Tale principio di diritto sembrerebbe scontrarsi con il disposto dell’art. 63 c.p.p. ai sensi del quale « se davanti all’autorità giudiziaria o alla polizia giudiziaria una persona non imputata ovvero una persona non sottoposta alle indagini rende dichiarazioni dalle quali emergono indizi di reità a suo carico, l’autorità precedente ne interrompe l’esame, avvertendola che a seguito di tali dichiarazioni potranno essere svolte indagini nei suoi confronti e la invita a nominare un difensore.

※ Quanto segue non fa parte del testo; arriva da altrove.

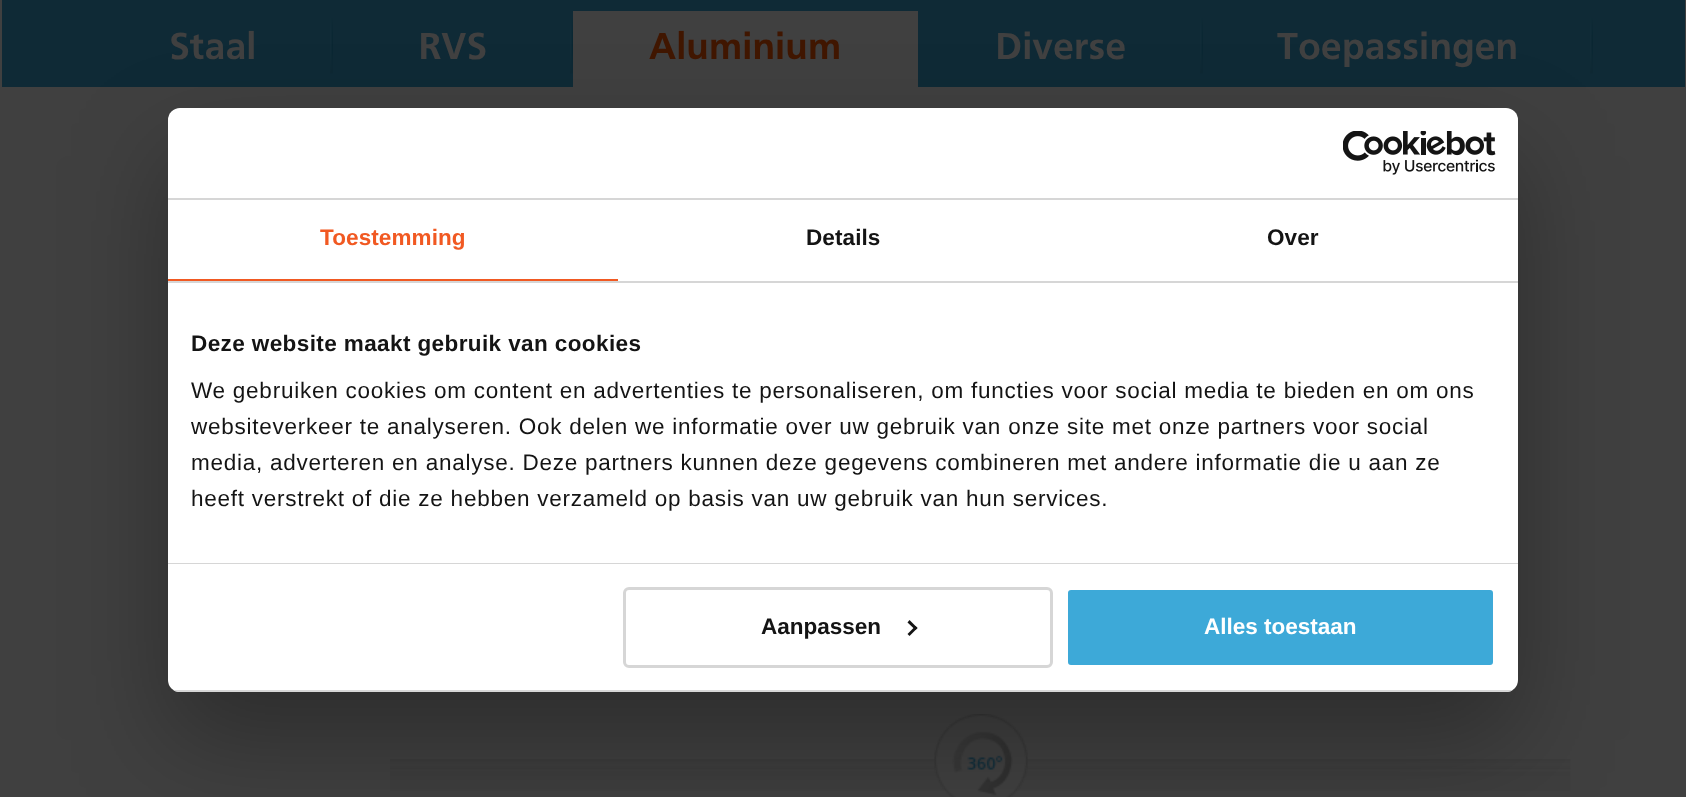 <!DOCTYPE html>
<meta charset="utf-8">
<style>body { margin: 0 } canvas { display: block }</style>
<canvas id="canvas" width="1686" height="797"></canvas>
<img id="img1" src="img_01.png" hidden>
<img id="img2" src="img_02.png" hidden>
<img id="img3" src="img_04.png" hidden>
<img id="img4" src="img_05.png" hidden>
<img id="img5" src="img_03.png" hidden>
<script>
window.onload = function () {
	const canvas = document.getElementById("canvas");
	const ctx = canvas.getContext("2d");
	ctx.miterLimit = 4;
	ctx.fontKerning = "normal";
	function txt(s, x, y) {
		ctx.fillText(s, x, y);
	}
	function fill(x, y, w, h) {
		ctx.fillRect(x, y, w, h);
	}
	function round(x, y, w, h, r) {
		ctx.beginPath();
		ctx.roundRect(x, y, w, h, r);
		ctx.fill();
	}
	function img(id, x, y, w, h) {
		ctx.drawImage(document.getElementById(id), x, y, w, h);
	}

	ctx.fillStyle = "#404040";
	fill(0, 0, 1686, 797);
	ctx.fillStyle = "#0F2A36";
	fill(2, 0, 1683, 87);
	img("img1", 330, 18, 3, 56);
	img("img1", 570, 18, 3, 56);
	ctx.fillStyle = "#404040";
	fill(573, 11, 345, 76);
	img("img1", 1200, 18, 3, 56);
	img("img2", 1590, 18, 3, 56);
	img("img3", 390, 759, 1181, 32);
	img("img4", 934, 714, 94, 83);
	ctx.fillStyle = "rgba(0, 0, 0, 0.3)";
	ctx.filter = "blur(51px)";
	ctx.beginPath();
	ctx.roundRect(168, 156, 1350, 584, 12);
	ctx.fill();
	ctx.filter = "none";
	ctx.fillStyle = "#FFFFFF";
	round(168, 108, 1350, 584, 12);
	ctx.fillStyle = "#D6D6D6";
	fill(168, 198, 1350, 2);
	img("img5", 1343, 131, 153, 44);
	fill(168, 281, 1350, 2);
	ctx.fillStyle = "#F15922";
	fill(168, 279, 450, 2);
	ctx.fillStyle = "#D6D6D6";
	fill(168, 563, 1350, 1);
	ctx.save();
	ctx.beginPath();
	ctx.roundRect(168, 108, 1350, 584, 12);
	ctx.clip();
	fill(168, 690, 1350, 2);
	ctx.restore();
	ctx.beginPath();
	ctx.roundRect(624.5, 588.5, 427, 78, 4.5);
	ctx.strokeStyle = "#D6D6D6";
	ctx.lineWidth = 3;
	ctx.stroke();
	ctx.fillStyle = "#141414";
	ctx.beginPath();
	ctx.moveTo(909.5, 620);
	ctx.lineTo(917.5, 628);
	ctx.lineTo(915.5, 630);
	ctx.lineTo(907.5, 622.5);
	ctx.closePath();
	ctx.fill();
	ctx.beginPath();
	ctx.moveTo(915.5, 626);
	ctx.lineTo(917.5, 628);
	ctx.lineTo(909.5, 636);
	ctx.lineTo(907.5, 634);
	ctx.closePath();
	ctx.fill();
	ctx.fillStyle = "#3DA9D8";
	ctx.beginPath();
	ctx.roundRect(1066.5, 588.5, 428, 78, 4.5);
	ctx.fill();
	ctx.strokeStyle = "#FFFFFF";
	ctx.stroke();
	ctx.font = "bold 39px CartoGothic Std";
	ctx.fillStyle = "#404040";
	txt("Staal", 169, 59);
	txt("RVS", 418, 59);
	ctx.fillStyle = "#401600";
	txt("Aluminium", 649, 59);
	ctx.fillStyle = "#404040";
	txt("Diverse", 995, 59);
	txt("Toepassingen", 1277, 59);
	ctx.letterSpacing = "0.1px";
	ctx.font = "bold 22.5px Liberation Sans";
	ctx.fillStyle = "#F15922";
	txt("Toestemming", 320, 245);
	ctx.fillStyle = "#141414";
	txt("Details", 806, 245);
	txt("Over", 1267, 245);
	ctx.letterSpacing = "0.4px";
	txt("Deze website maakt gebruik van cookies", 191, 351);
	ctx.letterSpacing = "0.75px";
	ctx.font = "22.5px Liberation Sans";
	txt("We gebruiken cookies om content en advertenties te personaliseren, om functies voor social media te bieden en om ons", 191, 398);
	txt("websiteverkeer te analyseren. Ook delen we informatie over uw gebruik van onze site met onze partners voor social", 191, 434);
	txt("media, adverteren en analyse. Deze partners kunnen deze gegevens combineren met andere informatie die u aan ze", 191, 470);
	txt("heeft verstrekt of die ze hebben verzameld op basis van uw gebruik van hun services.", 191, 506);
	ctx.letterSpacing = "0px";
	ctx.font = "bold 22.5px Liberation Sans";
	txt("Aanpassen", 761, 634);
	ctx.fillStyle = "#FFFFFF";
	txt("Alles toestaan", 1204, 634);
};
</script> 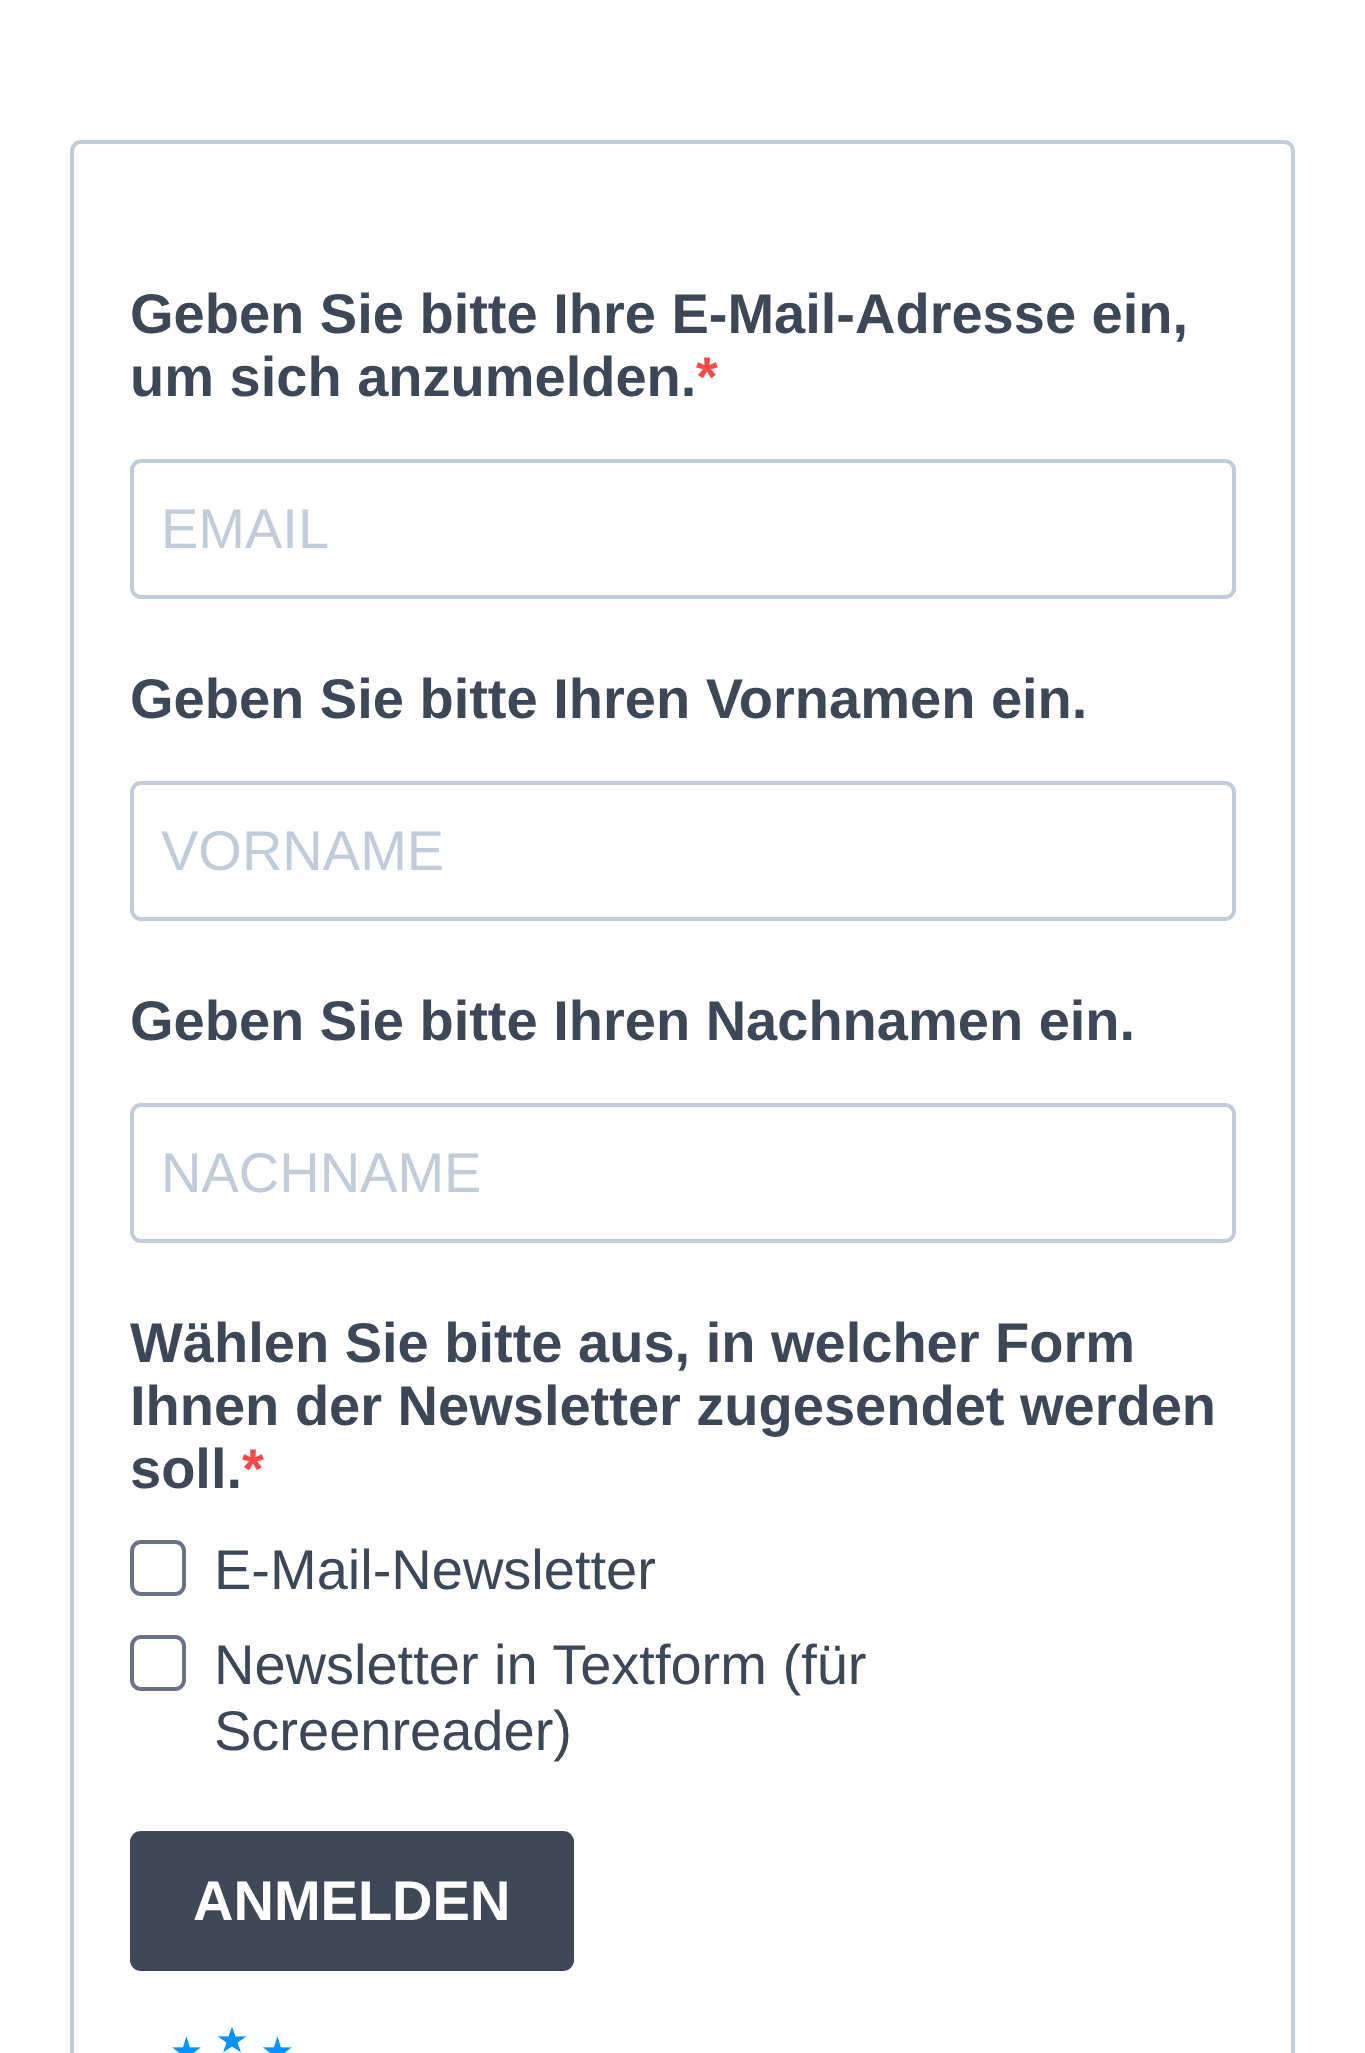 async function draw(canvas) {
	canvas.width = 1365;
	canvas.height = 2053;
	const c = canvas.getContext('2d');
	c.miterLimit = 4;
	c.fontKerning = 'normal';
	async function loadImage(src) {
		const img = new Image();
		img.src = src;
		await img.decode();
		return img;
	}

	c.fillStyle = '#fff';
	c.fillRect(0, 0, 1365, 2053);
	c.beginPath();
	c.roundRect(72, 142, 1221, 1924, 9);
	c.strokeStyle = '#c0ccd9';
	c.lineWidth = 4;
	c.stroke();
	c.font = 'bold 56px Liberation Sans';
	c.fillStyle = '#3c4858';
	c.fillText('Geben Sie bitte Ihre E-Mail-Adresse ein,', 130, 333);
	c.fillText('um sich anzumelden.', 130, 396);
	c.fillStyle = '#ff4949';
	c.fillText('*', 696, 396);
	c.beginPath();
	c.roundRect(132, 461, 1102, 136, 9);
	c.strokeStyle = '#c0ccda';
	c.stroke();
	c.font = '56px Liberation Sans';
	c.fillStyle = '#c0ccda';
	c.fillText('EMAIL', 161, 548);
	c.font = 'bold 56px Liberation Sans';
	c.fillStyle = '#3c4858';
	c.fillText('Geben Sie bitte Ihren Vornamen ein.', 130, 718);
	c.beginPath();
	c.roundRect(132, 783, 1102, 136, 9);
	c.stroke();
	c.font = '56px Liberation Sans';
	c.fillStyle = '#c0ccda';
	c.fillText('VORNAME', 161, 870);
	c.font = 'bold 56px Liberation Sans';
	c.fillStyle = '#3c4858';
	c.fillText('Geben Sie bitte Ihren Nachnamen ein.', 130, 1040);
	c.beginPath();
	c.roundRect(132, 1105, 1102, 136, 9);
	c.stroke();
	c.font = '56px Liberation Sans';
	c.fillStyle = '#c0ccda';
	c.fillText('NACHNAME', 161, 1192);
	c.font = 'bold 56px Liberation Sans';
	c.fillStyle = '#3c4858';
	for (const [text, x, y] of [
		['Wählen Sie bitte aus, in welcher Form', 130, 1362],
		['Ihnen der Newsletter zugesendet werden', 130, 1425],
		['soll.', 130, 1488],
	]) {
		c.fillText(text, x, y);
	}
	c.fillStyle = '#ff4949';
	c.fillText('*', 242, 1488);
	c.beginPath();
	c.roundRect(132, 1542, 52, 52, 9);
	c.strokeStyle = '#687484';
	c.stroke();
	c.font = '56px Liberation Sans';
	c.fillStyle = '#3c4858';
	c.fillText('E-Mail-Newsletter', 214, 1589);
	c.beginPath();
	c.roundRect(132, 1637, 52, 52, 9);
	c.stroke();
	c.fillText('Newsletter in Textform (für', 214, 1684);
	c.fillText('Screenreader)', 214, 1750);
	c.fillStyle = '#3e4857';
	c.beginPath();
	c.roundRect(130, 1831, 444, 140, 11);
	c.fill();
	c.font = 'bold 56px Liberation Sans';
	c.fillStyle = '#fff';
	c.fillText('ANMELDEN', 193, 1920);
	c.drawImage(await loadImage('img1.png'), 172, 2027, 120, 26);
}

draw(document.querySelector('canvas'));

Le precedenti dichiarazioni non possono essere utilizzate contro la persona che le ha rese».

La regola dettata dall’art. 63 c.p.p. non è applicabile al caso posto all’attenzione della Corte perché – si tratti o meno di denunzia – le dichiarazioni che non possono essere raccolte, ove siano auto indizianti, sono quelle che la persona non indagata o non imputata rende nel corso di un esame e cioè su sollecitazione dell’autorità procedente e non quelle che spontaneamente esprime sia pure nel contesto di un’accusa ad altri. Di ciò viene, tra l’altro, data conferma dall’art. 350, co. 7, c.p.p., che ammette che la polizia giudiziaria possa ricevere le dichiarazioni spontanee della persona già indagata e non esclude tra queste le dichiarazioni indizianti, salva la loro utilizzabilità in dibattimento.

Dunque è possibile ricevere dichiarazioni spontanee, anche auto indizianti, a patto che la polizia giudiziaria non intervenga in alcun modo sulle dichiarazioni del soggetto, ponendo domande o in qualche altro modo, iniziando una sorta di interlocuzione con lo stesso.